Write out all of the data again, exactly as it reads.

** Opening INFORMATION SUPPLIED block **

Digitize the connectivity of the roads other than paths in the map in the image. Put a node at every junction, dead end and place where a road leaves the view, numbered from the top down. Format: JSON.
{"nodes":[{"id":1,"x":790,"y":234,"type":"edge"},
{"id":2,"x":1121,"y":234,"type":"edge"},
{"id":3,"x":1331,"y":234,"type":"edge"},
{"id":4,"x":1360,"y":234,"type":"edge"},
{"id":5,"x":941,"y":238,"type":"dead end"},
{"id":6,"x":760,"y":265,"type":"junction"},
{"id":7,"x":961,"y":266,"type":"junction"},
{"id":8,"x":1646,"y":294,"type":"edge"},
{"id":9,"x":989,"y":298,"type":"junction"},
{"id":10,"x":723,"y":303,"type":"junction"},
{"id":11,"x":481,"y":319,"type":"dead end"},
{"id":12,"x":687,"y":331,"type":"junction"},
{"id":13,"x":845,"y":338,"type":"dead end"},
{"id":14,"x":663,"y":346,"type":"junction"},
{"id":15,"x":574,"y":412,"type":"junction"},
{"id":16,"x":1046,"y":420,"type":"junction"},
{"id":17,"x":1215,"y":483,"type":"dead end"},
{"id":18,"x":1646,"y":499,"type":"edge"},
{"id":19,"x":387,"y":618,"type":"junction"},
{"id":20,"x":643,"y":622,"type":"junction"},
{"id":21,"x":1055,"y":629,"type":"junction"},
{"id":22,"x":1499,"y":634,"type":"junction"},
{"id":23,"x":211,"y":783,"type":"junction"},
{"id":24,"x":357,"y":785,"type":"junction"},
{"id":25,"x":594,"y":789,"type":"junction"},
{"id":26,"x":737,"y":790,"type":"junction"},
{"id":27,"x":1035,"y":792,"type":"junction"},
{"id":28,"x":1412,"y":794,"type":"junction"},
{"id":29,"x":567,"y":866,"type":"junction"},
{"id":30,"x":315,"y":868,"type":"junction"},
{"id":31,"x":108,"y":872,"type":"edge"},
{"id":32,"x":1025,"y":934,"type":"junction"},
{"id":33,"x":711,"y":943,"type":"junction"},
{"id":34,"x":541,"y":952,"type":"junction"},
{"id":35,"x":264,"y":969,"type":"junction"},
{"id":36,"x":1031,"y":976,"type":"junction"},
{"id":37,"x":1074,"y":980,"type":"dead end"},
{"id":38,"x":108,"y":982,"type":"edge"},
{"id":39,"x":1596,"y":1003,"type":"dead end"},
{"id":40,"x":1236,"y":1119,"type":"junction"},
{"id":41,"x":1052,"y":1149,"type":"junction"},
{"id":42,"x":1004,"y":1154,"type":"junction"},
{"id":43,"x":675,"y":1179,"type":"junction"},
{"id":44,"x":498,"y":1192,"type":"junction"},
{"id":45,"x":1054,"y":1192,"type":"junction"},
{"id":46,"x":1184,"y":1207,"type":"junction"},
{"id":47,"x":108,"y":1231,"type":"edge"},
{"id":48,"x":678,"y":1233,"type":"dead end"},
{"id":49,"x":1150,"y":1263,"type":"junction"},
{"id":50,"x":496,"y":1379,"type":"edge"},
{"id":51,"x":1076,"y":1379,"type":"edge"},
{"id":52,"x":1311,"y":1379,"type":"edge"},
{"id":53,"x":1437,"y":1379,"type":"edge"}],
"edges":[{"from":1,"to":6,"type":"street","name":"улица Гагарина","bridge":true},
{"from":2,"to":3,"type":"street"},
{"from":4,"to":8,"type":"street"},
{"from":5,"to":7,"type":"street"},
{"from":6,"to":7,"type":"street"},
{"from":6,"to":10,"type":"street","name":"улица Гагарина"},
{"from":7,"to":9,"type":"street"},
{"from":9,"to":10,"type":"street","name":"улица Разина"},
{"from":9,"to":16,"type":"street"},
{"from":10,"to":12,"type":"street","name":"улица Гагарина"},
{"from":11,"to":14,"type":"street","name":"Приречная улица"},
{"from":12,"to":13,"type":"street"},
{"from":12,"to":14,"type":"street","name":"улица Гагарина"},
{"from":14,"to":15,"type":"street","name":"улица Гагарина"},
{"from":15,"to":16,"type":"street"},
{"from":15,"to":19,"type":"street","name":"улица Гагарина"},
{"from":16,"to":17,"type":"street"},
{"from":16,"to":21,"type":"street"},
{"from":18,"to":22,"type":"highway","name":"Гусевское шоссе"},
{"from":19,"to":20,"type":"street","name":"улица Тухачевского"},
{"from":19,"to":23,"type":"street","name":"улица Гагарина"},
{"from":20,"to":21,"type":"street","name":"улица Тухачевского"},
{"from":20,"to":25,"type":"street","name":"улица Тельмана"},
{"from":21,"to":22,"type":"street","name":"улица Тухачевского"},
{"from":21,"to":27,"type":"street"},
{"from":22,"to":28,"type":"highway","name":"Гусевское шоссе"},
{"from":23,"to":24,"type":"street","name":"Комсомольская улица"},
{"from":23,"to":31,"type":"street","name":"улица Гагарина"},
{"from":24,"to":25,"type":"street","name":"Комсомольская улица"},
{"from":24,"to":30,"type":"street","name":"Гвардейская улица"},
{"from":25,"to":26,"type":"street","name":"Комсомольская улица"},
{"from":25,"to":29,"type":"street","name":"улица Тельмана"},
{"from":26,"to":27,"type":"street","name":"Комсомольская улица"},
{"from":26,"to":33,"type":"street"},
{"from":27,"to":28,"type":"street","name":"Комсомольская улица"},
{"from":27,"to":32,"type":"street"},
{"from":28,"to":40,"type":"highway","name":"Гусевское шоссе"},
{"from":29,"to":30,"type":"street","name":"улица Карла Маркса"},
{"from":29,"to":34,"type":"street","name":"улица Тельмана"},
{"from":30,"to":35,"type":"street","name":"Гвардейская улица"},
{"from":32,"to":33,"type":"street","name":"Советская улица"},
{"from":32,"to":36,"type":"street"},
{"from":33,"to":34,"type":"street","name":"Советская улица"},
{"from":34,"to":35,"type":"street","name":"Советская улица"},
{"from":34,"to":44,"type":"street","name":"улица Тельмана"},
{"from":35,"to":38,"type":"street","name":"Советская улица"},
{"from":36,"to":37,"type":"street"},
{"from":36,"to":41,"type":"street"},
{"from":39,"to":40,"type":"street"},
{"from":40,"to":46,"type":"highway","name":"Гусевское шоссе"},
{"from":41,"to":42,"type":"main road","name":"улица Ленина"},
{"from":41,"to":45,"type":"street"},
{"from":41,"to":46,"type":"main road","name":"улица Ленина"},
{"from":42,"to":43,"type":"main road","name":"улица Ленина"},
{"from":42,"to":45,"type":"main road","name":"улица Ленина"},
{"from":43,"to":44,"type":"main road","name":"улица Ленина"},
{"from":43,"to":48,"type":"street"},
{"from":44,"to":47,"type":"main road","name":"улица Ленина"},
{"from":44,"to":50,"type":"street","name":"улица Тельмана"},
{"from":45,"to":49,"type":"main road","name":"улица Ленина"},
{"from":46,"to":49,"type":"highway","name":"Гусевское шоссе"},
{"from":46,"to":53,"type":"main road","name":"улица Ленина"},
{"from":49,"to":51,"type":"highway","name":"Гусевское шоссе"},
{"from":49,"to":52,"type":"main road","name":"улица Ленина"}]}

** Closing INFORMATION SUPPLIED block **

ANSWER SECTION:
Digitize the connectivity of the roads other than paths in the map in the image. Put a node at every junction, dead end and place where a road leaves the view, numbered from the top down. Format: JSON.
{"nodes":[{"id":1,"x":790,"y":234,"type":"edge"},
{"id":2,"x":1121,"y":234,"type":"edge"},
{"id":3,"x":1331,"y":234,"type":"edge"},
{"id":4,"x":1360,"y":234,"type":"edge"},
{"id":5,"x":941,"y":238,"type":"dead end"},
{"id":6,"x":760,"y":265,"type":"junction"},
{"id":7,"x":961,"y":266,"type":"junction"},
{"id":8,"x":1646,"y":294,"type":"edge"},
{"id":9,"x":989,"y":298,"type":"junction"},
{"id":10,"x":723,"y":303,"type":"junction"},
{"id":11,"x":481,"y":319,"type":"dead end"},
{"id":12,"x":687,"y":331,"type":"junction"},
{"id":13,"x":845,"y":338,"type":"dead end"},
{"id":14,"x":663,"y":346,"type":"junction"},
{"id":15,"x":574,"y":412,"type":"junction"},
{"id":16,"x":1046,"y":420,"type":"junction"},
{"id":17,"x":1215,"y":483,"type":"dead end"},
{"id":18,"x":1646,"y":499,"type":"edge"},
{"id":19,"x":387,"y":618,"type":"junction"},
{"id":20,"x":643,"y":622,"type":"junction"},
{"id":21,"x":1055,"y":629,"type":"junction"},
{"id":22,"x":1499,"y":634,"type":"junction"},
{"id":23,"x":211,"y":783,"type":"junction"},
{"id":24,"x":357,"y":785,"type":"junction"},
{"id":25,"x":594,"y":789,"type":"junction"},
{"id":26,"x":737,"y":790,"type":"junction"},
{"id":27,"x":1035,"y":792,"type":"junction"},
{"id":28,"x":1412,"y":794,"type":"junction"},
{"id":29,"x":567,"y":866,"type":"junction"},
{"id":30,"x":315,"y":868,"type":"junction"},
{"id":31,"x":108,"y":872,"type":"edge"},
{"id":32,"x":1025,"y":934,"type":"junction"},
{"id":33,"x":711,"y":943,"type":"junction"},
{"id":34,"x":541,"y":952,"type":"junction"},
{"id":35,"x":264,"y":969,"type":"junction"},
{"id":36,"x":1031,"y":976,"type":"junction"},
{"id":37,"x":1074,"y":980,"type":"dead end"},
{"id":38,"x":108,"y":982,"type":"edge"},
{"id":39,"x":1596,"y":1003,"type":"dead end"},
{"id":40,"x":1236,"y":1119,"type":"junction"},
{"id":41,"x":1052,"y":1149,"type":"junction"},
{"id":42,"x":1004,"y":1154,"type":"junction"},
{"id":43,"x":675,"y":1179,"type":"junction"},
{"id":44,"x":498,"y":1192,"type":"junction"},
{"id":45,"x":1054,"y":1192,"type":"junction"},
{"id":46,"x":1184,"y":1207,"type":"junction"},
{"id":47,"x":108,"y":1231,"type":"edge"},
{"id":48,"x":678,"y":1233,"type":"dead end"},
{"id":49,"x":1150,"y":1263,"type":"junction"},
{"id":50,"x":496,"y":1379,"type":"edge"},
{"id":51,"x":1076,"y":1379,"type":"edge"},
{"id":52,"x":1311,"y":1379,"type":"edge"},
{"id":53,"x":1437,"y":1379,"type":"edge"}],
"edges":[{"from":1,"to":6,"type":"street","name":"улица Гагарина","bridge":true},
{"from":2,"to":3,"type":"street"},
{"from":4,"to":8,"type":"street"},
{"from":5,"to":7,"type":"street"},
{"from":6,"to":7,"type":"street"},
{"from":6,"to":10,"type":"street","name":"улица Гагарина"},
{"from":7,"to":9,"type":"street"},
{"from":9,"to":10,"type":"street","name":"улица Разина"},
{"from":9,"to":16,"type":"street"},
{"from":10,"to":12,"type":"street","name":"улица Гагарина"},
{"from":11,"to":14,"type":"street","name":"Приречная улица"},
{"from":12,"to":13,"type":"street"},
{"from":12,"to":14,"type":"street","name":"улица Гагарина"},
{"from":14,"to":15,"type":"street","name":"улица Гагарина"},
{"from":15,"to":16,"type":"street"},
{"from":15,"to":19,"type":"street","name":"улица Гагарина"},
{"from":16,"to":17,"type":"street"},
{"from":16,"to":21,"type":"street"},
{"from":18,"to":22,"type":"highway","name":"Гусевское шоссе"},
{"from":19,"to":20,"type":"street","name":"улица Тухачевского"},
{"from":19,"to":23,"type":"street","name":"улица Гагарина"},
{"from":20,"to":21,"type":"street","name":"улица Тухачевского"},
{"from":20,"to":25,"type":"street","name":"улица Тельмана"},
{"from":21,"to":22,"type":"street","name":"улица Тухачевского"},
{"from":21,"to":27,"type":"street"},
{"from":22,"to":28,"type":"highway","name":"Гусевское шоссе"},
{"from":23,"to":24,"type":"street","name":"Комсомольская улица"},
{"from":23,"to":31,"type":"street","name":"улица Гагарина"},
{"from":24,"to":25,"type":"street","name":"Комсомольская улица"},
{"from":24,"to":30,"type":"street","name":"Гвардейская улица"},
{"from":25,"to":26,"type":"street","name":"Комсомольская улица"},
{"from":25,"to":29,"type":"street","name":"улица Тельмана"},
{"from":26,"to":27,"type":"street","name":"Комсомольская улица"},
{"from":26,"to":33,"type":"street"},
{"from":27,"to":28,"type":"street","name":"Комсомольская улица"},
{"from":27,"to":32,"type":"street"},
{"from":28,"to":40,"type":"highway","name":"Гусевское шоссе"},
{"from":29,"to":30,"type":"street","name":"улица Карла Маркса"},
{"from":29,"to":34,"type":"street","name":"улица Тельмана"},
{"from":30,"to":35,"type":"street","name":"Гвардейская улица"},
{"from":32,"to":33,"type":"street","name":"Советская улица"},
{"from":32,"to":36,"type":"street"},
{"from":33,"to":34,"type":"street","name":"Советская улица"},
{"from":34,"to":35,"type":"street","name":"Советская улица"},
{"from":34,"to":44,"type":"street","name":"улица Тельмана"},
{"from":35,"to":38,"type":"street","name":"Советская улица"},
{"from":36,"to":37,"type":"street"},
{"from":36,"to":41,"type":"street"},
{"from":39,"to":40,"type":"street"},
{"from":40,"to":46,"type":"highway","name":"Гусевское шоссе"},
{"from":41,"to":42,"type":"main road","name":"улица Ленина"},
{"from":41,"to":45,"type":"street"},
{"from":41,"to":46,"type":"main road","name":"улица Ленина"},
{"from":42,"to":43,"type":"main road","name":"улица Ленина"},
{"from":42,"to":45,"type":"main road","name":"улица Ленина"},
{"from":43,"to":44,"type":"main road","name":"улица Ленина"},
{"from":43,"to":48,"type":"street"},
{"from":44,"to":47,"type":"main road","name":"улица Ленина"},
{"from":44,"to":50,"type":"street","name":"улица Тельмана"},
{"from":45,"to":49,"type":"main road","name":"улица Ленина"},
{"from":46,"to":49,"type":"highway","name":"Гусевское шоссе"},
{"from":46,"to":53,"type":"main road","name":"улица Ленина"},
{"from":49,"to":51,"type":"highway","name":"Гусевское шоссе"},
{"from":49,"to":52,"type":"main road","name":"улица Ленина"}]}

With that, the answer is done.